▶ Exercise prompt:
The data below is to be repeated in full, exactly as shown.

▶ Stored items:
******

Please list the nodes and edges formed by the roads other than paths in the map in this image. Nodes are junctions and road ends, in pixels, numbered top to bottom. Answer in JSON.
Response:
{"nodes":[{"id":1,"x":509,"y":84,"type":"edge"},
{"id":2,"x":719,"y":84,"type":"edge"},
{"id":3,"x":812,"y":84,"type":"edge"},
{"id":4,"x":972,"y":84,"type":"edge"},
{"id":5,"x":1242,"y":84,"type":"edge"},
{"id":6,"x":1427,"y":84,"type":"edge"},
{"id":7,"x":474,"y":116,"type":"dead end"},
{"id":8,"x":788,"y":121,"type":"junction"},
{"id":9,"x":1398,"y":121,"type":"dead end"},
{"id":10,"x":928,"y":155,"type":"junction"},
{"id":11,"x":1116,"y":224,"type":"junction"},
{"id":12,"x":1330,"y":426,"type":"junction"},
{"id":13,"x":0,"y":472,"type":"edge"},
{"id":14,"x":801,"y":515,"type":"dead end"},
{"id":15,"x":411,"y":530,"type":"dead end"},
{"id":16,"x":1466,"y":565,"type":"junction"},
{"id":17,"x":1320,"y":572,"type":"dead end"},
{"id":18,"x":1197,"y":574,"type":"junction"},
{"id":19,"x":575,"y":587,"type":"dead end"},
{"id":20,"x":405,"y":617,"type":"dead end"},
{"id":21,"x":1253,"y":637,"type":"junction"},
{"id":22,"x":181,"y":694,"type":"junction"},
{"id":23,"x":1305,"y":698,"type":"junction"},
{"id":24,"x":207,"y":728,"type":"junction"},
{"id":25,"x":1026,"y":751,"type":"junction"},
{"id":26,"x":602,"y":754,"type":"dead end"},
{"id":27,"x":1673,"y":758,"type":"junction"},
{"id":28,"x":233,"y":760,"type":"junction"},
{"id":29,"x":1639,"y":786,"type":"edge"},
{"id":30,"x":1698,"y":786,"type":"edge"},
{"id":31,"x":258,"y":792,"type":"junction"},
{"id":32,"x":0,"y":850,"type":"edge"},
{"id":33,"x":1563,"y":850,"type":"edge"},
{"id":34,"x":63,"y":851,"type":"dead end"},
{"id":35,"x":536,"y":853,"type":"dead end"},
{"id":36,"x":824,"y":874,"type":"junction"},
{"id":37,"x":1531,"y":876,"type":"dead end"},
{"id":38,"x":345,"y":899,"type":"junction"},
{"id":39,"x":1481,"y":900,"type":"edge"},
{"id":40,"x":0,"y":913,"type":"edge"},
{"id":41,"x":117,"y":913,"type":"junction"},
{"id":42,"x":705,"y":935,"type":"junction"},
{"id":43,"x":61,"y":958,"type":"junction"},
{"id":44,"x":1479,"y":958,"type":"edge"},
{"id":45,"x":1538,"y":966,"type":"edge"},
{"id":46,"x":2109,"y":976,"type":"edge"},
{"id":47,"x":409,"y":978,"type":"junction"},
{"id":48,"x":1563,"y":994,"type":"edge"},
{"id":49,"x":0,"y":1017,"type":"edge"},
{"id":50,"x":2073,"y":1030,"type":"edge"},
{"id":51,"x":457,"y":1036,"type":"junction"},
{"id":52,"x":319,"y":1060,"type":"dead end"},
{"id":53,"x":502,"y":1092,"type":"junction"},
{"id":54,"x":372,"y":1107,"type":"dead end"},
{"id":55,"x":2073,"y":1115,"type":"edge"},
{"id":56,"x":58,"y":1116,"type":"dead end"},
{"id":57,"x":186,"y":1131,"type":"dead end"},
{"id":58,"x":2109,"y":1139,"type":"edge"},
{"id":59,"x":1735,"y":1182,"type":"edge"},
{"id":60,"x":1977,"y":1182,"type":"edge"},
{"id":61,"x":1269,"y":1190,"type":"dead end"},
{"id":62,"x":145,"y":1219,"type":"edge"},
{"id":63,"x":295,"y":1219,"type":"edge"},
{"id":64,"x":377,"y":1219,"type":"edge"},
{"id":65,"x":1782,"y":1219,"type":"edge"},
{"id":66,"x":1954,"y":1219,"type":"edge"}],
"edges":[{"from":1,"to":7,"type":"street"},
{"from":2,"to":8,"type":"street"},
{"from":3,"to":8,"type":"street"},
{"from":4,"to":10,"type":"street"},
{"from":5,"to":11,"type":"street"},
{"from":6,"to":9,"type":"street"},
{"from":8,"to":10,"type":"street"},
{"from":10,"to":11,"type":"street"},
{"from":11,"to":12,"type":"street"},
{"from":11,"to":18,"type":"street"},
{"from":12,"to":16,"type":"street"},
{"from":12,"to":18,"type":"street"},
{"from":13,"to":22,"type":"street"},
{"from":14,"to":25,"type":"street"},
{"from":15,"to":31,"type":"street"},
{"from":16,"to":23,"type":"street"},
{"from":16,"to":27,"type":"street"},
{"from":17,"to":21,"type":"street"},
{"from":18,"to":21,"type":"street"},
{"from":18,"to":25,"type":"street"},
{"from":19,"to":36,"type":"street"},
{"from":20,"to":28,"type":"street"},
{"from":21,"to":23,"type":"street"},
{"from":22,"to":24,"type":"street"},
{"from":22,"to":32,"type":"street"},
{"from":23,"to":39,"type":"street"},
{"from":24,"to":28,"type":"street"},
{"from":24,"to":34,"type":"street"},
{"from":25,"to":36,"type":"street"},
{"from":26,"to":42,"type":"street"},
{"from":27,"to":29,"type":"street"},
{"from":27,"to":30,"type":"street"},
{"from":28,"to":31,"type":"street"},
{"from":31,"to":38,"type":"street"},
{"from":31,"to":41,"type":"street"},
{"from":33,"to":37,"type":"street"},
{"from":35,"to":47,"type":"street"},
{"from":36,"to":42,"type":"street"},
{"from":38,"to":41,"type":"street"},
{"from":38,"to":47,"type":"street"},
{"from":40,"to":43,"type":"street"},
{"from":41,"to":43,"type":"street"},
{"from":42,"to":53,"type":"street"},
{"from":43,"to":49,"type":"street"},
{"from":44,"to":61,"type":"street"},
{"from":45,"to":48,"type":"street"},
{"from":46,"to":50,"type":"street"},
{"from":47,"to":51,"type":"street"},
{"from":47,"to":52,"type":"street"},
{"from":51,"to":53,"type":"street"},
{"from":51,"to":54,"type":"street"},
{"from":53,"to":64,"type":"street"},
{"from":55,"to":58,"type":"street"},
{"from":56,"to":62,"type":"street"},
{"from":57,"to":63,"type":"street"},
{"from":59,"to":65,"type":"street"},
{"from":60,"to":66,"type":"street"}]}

******

▶ Written answer:
Please list the nodes and edges formed by the roads other than paths in the map in this image. Nodes are junctions and road ends, in pixels, numbered top to bottom. Answer in JSON.
Response:
{"nodes":[{"id":1,"x":509,"y":84,"type":"edge"},
{"id":2,"x":719,"y":84,"type":"edge"},
{"id":3,"x":812,"y":84,"type":"edge"},
{"id":4,"x":972,"y":84,"type":"edge"},
{"id":5,"x":1242,"y":84,"type":"edge"},
{"id":6,"x":1427,"y":84,"type":"edge"},
{"id":7,"x":474,"y":116,"type":"dead end"},
{"id":8,"x":788,"y":121,"type":"junction"},
{"id":9,"x":1398,"y":121,"type":"dead end"},
{"id":10,"x":928,"y":155,"type":"junction"},
{"id":11,"x":1116,"y":224,"type":"junction"},
{"id":12,"x":1330,"y":426,"type":"junction"},
{"id":13,"x":0,"y":472,"type":"edge"},
{"id":14,"x":801,"y":515,"type":"dead end"},
{"id":15,"x":411,"y":530,"type":"dead end"},
{"id":16,"x":1466,"y":565,"type":"junction"},
{"id":17,"x":1320,"y":572,"type":"dead end"},
{"id":18,"x":1197,"y":574,"type":"junction"},
{"id":19,"x":575,"y":587,"type":"dead end"},
{"id":20,"x":405,"y":617,"type":"dead end"},
{"id":21,"x":1253,"y":637,"type":"junction"},
{"id":22,"x":181,"y":694,"type":"junction"},
{"id":23,"x":1305,"y":698,"type":"junction"},
{"id":24,"x":207,"y":728,"type":"junction"},
{"id":25,"x":1026,"y":751,"type":"junction"},
{"id":26,"x":602,"y":754,"type":"dead end"},
{"id":27,"x":1673,"y":758,"type":"junction"},
{"id":28,"x":233,"y":760,"type":"junction"},
{"id":29,"x":1639,"y":786,"type":"edge"},
{"id":30,"x":1698,"y":786,"type":"edge"},
{"id":31,"x":258,"y":792,"type":"junction"},
{"id":32,"x":0,"y":850,"type":"edge"},
{"id":33,"x":1563,"y":850,"type":"edge"},
{"id":34,"x":63,"y":851,"type":"dead end"},
{"id":35,"x":536,"y":853,"type":"dead end"},
{"id":36,"x":824,"y":874,"type":"junction"},
{"id":37,"x":1531,"y":876,"type":"dead end"},
{"id":38,"x":345,"y":899,"type":"junction"},
{"id":39,"x":1481,"y":900,"type":"edge"},
{"id":40,"x":0,"y":913,"type":"edge"},
{"id":41,"x":117,"y":913,"type":"junction"},
{"id":42,"x":705,"y":935,"type":"junction"},
{"id":43,"x":61,"y":958,"type":"junction"},
{"id":44,"x":1479,"y":958,"type":"edge"},
{"id":45,"x":1538,"y":966,"type":"edge"},
{"id":46,"x":2109,"y":976,"type":"edge"},
{"id":47,"x":409,"y":978,"type":"junction"},
{"id":48,"x":1563,"y":994,"type":"edge"},
{"id":49,"x":0,"y":1017,"type":"edge"},
{"id":50,"x":2073,"y":1030,"type":"edge"},
{"id":51,"x":457,"y":1036,"type":"junction"},
{"id":52,"x":319,"y":1060,"type":"dead end"},
{"id":53,"x":502,"y":1092,"type":"junction"},
{"id":54,"x":372,"y":1107,"type":"dead end"},
{"id":55,"x":2073,"y":1115,"type":"edge"},
{"id":56,"x":58,"y":1116,"type":"dead end"},
{"id":57,"x":186,"y":1131,"type":"dead end"},
{"id":58,"x":2109,"y":1139,"type":"edge"},
{"id":59,"x":1735,"y":1182,"type":"edge"},
{"id":60,"x":1977,"y":1182,"type":"edge"},
{"id":61,"x":1269,"y":1190,"type":"dead end"},
{"id":62,"x":145,"y":1219,"type":"edge"},
{"id":63,"x":295,"y":1219,"type":"edge"},
{"id":64,"x":377,"y":1219,"type":"edge"},
{"id":65,"x":1782,"y":1219,"type":"edge"},
{"id":66,"x":1954,"y":1219,"type":"edge"}],
"edges":[{"from":1,"to":7,"type":"street"},
{"from":2,"to":8,"type":"street"},
{"from":3,"to":8,"type":"street"},
{"from":4,"to":10,"type":"street"},
{"from":5,"to":11,"type":"street"},
{"from":6,"to":9,"type":"street"},
{"from":8,"to":10,"type":"street"},
{"from":10,"to":11,"type":"street"},
{"from":11,"to":12,"type":"street"},
{"from":11,"to":18,"type":"street"},
{"from":12,"to":16,"type":"street"},
{"from":12,"to":18,"type":"street"},
{"from":13,"to":22,"type":"street"},
{"from":14,"to":25,"type":"street"},
{"from":15,"to":31,"type":"street"},
{"from":16,"to":23,"type":"street"},
{"from":16,"to":27,"type":"street"},
{"from":17,"to":21,"type":"street"},
{"from":18,"to":21,"type":"street"},
{"from":18,"to":25,"type":"street"},
{"from":19,"to":36,"type":"street"},
{"from":20,"to":28,"type":"street"},
{"from":21,"to":23,"type":"street"},
{"from":22,"to":24,"type":"street"},
{"from":22,"to":32,"type":"street"},
{"from":23,"to":39,"type":"street"},
{"from":24,"to":28,"type":"street"},
{"from":24,"to":34,"type":"street"},
{"from":25,"to":36,"type":"street"},
{"from":26,"to":42,"type":"street"},
{"from":27,"to":29,"type":"street"},
{"from":27,"to":30,"type":"street"},
{"from":28,"to":31,"type":"street"},
{"from":31,"to":38,"type":"street"},
{"from":31,"to":41,"type":"street"},
{"from":33,"to":37,"type":"street"},
{"from":35,"to":47,"type":"street"},
{"from":36,"to":42,"type":"street"},
{"from":38,"to":41,"type":"street"},
{"from":38,"to":47,"type":"street"},
{"from":40,"to":43,"type":"street"},
{"from":41,"to":43,"type":"street"},
{"from":42,"to":53,"type":"street"},
{"from":43,"to":49,"type":"street"},
{"from":44,"to":61,"type":"street"},
{"from":45,"to":48,"type":"street"},
{"from":46,"to":50,"type":"street"},
{"from":47,"to":51,"type":"street"},
{"from":47,"to":52,"type":"street"},
{"from":51,"to":53,"type":"street"},
{"from":51,"to":54,"type":"street"},
{"from":53,"to":64,"type":"street"},
{"from":55,"to":58,"type":"street"},
{"from":56,"to":62,"type":"street"},
{"from":57,"to":63,"type":"street"},
{"from":59,"to":65,"type":"street"},
{"from":60,"to":66,"type":"street"}]}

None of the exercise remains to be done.